If larger amounts of cancer — each more than a 2-mm area — have spread to 1 or more underarm lymph nodes, then your doctor may suggest treating you with chemotherapy in addition to hormonal therapy.

Your doctor also may recommend chemotherapy if the mucinous cancer tests negative for estrogen and progesterone receptors, since hormonal therapy cannot be used in these cases. If your hormone receptor tests come back negative, be sure to ask for a repeat test. It’s unusual for a mucinous tumor to be hormone-receptor negative.

You and your doctor can discuss all of the risks and benefits of additional treatment beyond surgery. This decision may come down to what you and your doctor feel is best for you.

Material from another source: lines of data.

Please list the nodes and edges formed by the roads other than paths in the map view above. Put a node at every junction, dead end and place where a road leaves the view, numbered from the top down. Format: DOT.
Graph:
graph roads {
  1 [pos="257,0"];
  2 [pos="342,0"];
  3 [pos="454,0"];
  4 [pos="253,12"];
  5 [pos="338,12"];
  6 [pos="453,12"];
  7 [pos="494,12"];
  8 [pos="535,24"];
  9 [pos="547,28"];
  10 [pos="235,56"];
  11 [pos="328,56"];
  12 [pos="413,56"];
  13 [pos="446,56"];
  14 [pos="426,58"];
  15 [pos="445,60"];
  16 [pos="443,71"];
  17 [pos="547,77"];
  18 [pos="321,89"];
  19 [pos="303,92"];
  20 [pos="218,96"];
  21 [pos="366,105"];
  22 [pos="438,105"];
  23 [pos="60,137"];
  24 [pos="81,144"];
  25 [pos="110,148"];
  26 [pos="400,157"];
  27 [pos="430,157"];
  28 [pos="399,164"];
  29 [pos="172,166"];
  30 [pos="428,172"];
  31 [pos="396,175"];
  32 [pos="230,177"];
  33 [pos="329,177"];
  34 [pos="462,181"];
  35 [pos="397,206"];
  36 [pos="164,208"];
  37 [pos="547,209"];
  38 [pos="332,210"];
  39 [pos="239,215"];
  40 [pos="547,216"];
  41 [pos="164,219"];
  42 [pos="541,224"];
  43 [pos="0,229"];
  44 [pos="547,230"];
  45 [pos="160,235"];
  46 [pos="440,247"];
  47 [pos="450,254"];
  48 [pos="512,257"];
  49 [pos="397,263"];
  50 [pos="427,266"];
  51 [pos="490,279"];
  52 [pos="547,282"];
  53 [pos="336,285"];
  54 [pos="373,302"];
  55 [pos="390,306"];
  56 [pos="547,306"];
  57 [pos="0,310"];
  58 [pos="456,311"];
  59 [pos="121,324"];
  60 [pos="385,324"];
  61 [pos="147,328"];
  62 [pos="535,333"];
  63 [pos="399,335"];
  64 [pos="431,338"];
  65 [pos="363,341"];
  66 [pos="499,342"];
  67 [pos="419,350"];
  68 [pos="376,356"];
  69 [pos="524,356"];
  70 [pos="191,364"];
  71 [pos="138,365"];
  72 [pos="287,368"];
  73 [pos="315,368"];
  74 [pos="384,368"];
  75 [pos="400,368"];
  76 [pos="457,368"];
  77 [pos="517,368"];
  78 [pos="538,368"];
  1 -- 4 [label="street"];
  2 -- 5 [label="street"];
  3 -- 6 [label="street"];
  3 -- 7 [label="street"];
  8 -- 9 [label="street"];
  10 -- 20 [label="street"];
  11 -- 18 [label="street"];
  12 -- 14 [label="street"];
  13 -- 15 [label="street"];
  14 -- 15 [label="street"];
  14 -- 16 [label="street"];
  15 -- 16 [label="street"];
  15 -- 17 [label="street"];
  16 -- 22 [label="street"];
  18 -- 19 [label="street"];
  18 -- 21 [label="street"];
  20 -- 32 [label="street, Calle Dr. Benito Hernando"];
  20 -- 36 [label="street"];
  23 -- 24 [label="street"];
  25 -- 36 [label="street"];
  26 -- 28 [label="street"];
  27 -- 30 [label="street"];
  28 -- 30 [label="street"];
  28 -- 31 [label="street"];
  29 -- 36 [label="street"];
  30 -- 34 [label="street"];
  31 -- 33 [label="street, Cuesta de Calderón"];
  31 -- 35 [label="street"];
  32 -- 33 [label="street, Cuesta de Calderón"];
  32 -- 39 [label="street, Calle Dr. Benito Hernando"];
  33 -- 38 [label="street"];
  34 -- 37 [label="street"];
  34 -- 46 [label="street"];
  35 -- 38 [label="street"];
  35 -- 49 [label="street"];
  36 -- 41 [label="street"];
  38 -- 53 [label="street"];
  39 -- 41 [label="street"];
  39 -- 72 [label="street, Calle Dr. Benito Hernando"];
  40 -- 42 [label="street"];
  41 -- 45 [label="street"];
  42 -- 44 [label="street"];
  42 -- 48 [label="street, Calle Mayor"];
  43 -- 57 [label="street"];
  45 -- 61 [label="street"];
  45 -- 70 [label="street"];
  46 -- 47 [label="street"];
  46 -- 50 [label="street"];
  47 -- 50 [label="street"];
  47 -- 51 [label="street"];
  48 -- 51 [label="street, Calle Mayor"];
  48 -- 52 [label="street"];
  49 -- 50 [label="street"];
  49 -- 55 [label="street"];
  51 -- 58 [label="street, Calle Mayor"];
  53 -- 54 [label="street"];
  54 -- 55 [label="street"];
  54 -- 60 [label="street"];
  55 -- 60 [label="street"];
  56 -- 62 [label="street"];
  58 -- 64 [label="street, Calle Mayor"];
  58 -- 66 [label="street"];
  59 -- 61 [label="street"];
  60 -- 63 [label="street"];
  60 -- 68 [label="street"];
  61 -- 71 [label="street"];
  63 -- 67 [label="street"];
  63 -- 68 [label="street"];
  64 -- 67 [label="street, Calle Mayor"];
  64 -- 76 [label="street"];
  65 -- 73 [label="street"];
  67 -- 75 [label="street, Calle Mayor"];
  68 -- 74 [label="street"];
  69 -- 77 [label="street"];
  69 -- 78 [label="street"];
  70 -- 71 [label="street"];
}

Mucinous carcinomas usually test negative for HER2 receptors, so cannot be treated with anti-HER2 medicines such as Enhertu (chemical name: fam-trastuzumab-deruxtecan-nxki), Herceptin (chemical name: trastuzumab)., Kadcyla (chemical name: T-DM1 or ado-trastuzumab), Nerlynx (chemical name: neratinib), Perjeta (chemical name: pertuzumab), and Tykerb (chemical name: lapatinib).

Still, be sure to confirm with your doctor whether or not you are a candidate for anti-HER2 medicines.